The smile faded away. “Dionte, that isn’t possible. We can’t work without the family’s support.”
It will only be for a little while, I promise. Dionte took Basante’s hand. The smooth touch of his data display activated the sensors under the skin of her palm. Basante plus, she subvocalized to her own implant, and the preset commands she had encoded under that name flowed down the filaments in her arm, through her palm, into the biosilicate of his display, and to his implant.
“The family has decided not to protect Pandora from the Authority,” she said. “You see it as well as I do. You know this is true.”
The human body was a hot, acidic, constantly shifting environment. Anything inorganic planted inside it had a tendency to simply wear away over time. Although the Conscience implants were primarily organic, they each contained inorganic materials to assure the necessary precision of memory and consistency of output. Those inorganics needed monitoring and adjustment if they were to continue to function across the lifetime of their host.
The monitoring and adjustment were taken care of by Guardians like Dionte. Once a month Aleph downloaded any incidents each Conscience’s tiny AI had thought were matters of concern, so that the family member could be counseled or advised. At that same time, Dionte performed maintenance checks, injected alpha viruses loaded with fresh stem cells for the organic filaments, and worked with a needle laser and a hair-thin probe to lay in fresh connections or etch new patterns into the chip itself.
The solution of how to bring the family closer together turned out to be simple. It was a matter of a few new connections and a few new filaments, creating a new junction between the implant’s simple data-handling functions that connected the implant to the display on the back of the hand and the Conscience functions that connected the implant to the mind.
“They are trying to compromise with the Authority the way they’d compromise with other members of the family and it isn’t going to work,” she went on, keeping his gaze captured with her own.
If her own Conscience had been fully functional, she never would have been able to make the adjustments required, in herself or in anyone else. She would have been overwhelmed by a guilty need to tell her kin what she had planned and why she thought it would be a good idea. But that had not happened, and during Basante’s last appointment with her, she had made it possible for her implant to speak directly to his.

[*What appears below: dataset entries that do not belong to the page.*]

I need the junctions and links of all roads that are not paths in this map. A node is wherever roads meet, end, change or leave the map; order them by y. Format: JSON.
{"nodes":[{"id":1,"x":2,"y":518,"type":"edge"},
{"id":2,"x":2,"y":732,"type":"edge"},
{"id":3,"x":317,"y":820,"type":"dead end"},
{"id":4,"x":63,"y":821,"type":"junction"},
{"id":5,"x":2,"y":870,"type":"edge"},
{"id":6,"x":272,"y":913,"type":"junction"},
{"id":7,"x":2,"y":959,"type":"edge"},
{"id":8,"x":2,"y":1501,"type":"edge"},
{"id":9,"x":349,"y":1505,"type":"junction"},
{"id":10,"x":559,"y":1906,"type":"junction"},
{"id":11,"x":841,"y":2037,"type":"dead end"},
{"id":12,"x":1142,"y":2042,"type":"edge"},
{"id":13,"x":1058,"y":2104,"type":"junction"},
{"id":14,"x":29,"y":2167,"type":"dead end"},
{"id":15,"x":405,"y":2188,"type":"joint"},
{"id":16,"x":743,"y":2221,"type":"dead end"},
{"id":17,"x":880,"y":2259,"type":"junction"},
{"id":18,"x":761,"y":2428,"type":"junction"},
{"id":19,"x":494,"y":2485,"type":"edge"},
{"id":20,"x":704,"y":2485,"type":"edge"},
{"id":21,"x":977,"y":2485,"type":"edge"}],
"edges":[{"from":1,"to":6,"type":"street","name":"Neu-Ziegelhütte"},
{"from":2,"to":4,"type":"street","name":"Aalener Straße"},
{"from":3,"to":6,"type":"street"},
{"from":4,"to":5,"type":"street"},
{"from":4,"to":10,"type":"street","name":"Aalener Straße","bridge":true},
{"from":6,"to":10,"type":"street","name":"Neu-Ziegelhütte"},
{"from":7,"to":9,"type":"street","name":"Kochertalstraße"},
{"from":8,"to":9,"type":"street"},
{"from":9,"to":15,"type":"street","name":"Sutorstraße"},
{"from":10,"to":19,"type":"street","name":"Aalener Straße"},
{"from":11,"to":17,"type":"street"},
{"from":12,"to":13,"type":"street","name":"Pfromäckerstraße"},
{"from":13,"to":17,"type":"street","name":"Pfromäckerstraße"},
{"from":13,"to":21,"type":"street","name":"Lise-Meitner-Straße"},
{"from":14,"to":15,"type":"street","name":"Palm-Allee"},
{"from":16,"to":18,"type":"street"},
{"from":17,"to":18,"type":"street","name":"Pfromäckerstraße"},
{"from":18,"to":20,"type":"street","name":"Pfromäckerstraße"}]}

If she had made no mistakes, Basante’s implant would respond to the signals it was receiving from hers with endorphins and positive scents. Her own implant whispered in her mind, raw percentages and unfiltered numbers that made up the chemical analysis of Basante’s mind. Dionte could not catch them all. She would have to work on that. Obviously, she needed a subprogram to perform the analysis automatically and give her data she could use on the spot. Despite that, Dionte had to hold back a smile, because the numbers told her that her adjustments were working. Basante would hear her words and feel safety and security, not guilt. He would be able to answer her without contradiction from his Conscience. Even better, his implant spoke to hers, telling her what it was doing, allowing her to order adjustments or reversals as they were needed. The method was crude now, but she could improve on it. She would improve on it.
“You understand what I’m saying, don’t you, Basante? You see that I’m right?”
Basante stared at her, confused, but only for a moment. “Yes,” he said, sounding a little surprised. “I do.”
“I am not saying we should give up speaking in the meetings and gathering our support,” she said, grasping his hand even more tightly. “Indeed, I am saying that changing the family’s mind must be our primary goal. But”—she held up her free hand to stop any interruption he might be thinking to make—“we also must get ourselves ready in case that support doesn’t come, or in case it comes late.”
A light came into Basante’s eyes and spread into his face as fresh confidence took hold of him. “We need Helice Trust.”
“We need the child she can provide us.”
“Yes.” He squeezed her hand, confidence blossoming into eagerness.
“So, you will help me? I can count on you?” Say yes, say yes, Bas-ante. This has to work, or we’re all going to die. All of us, and Pandora with us.
Basante’s smile was warm and genuine and Dionte felt the warmth of it thawing her fears. “Always.”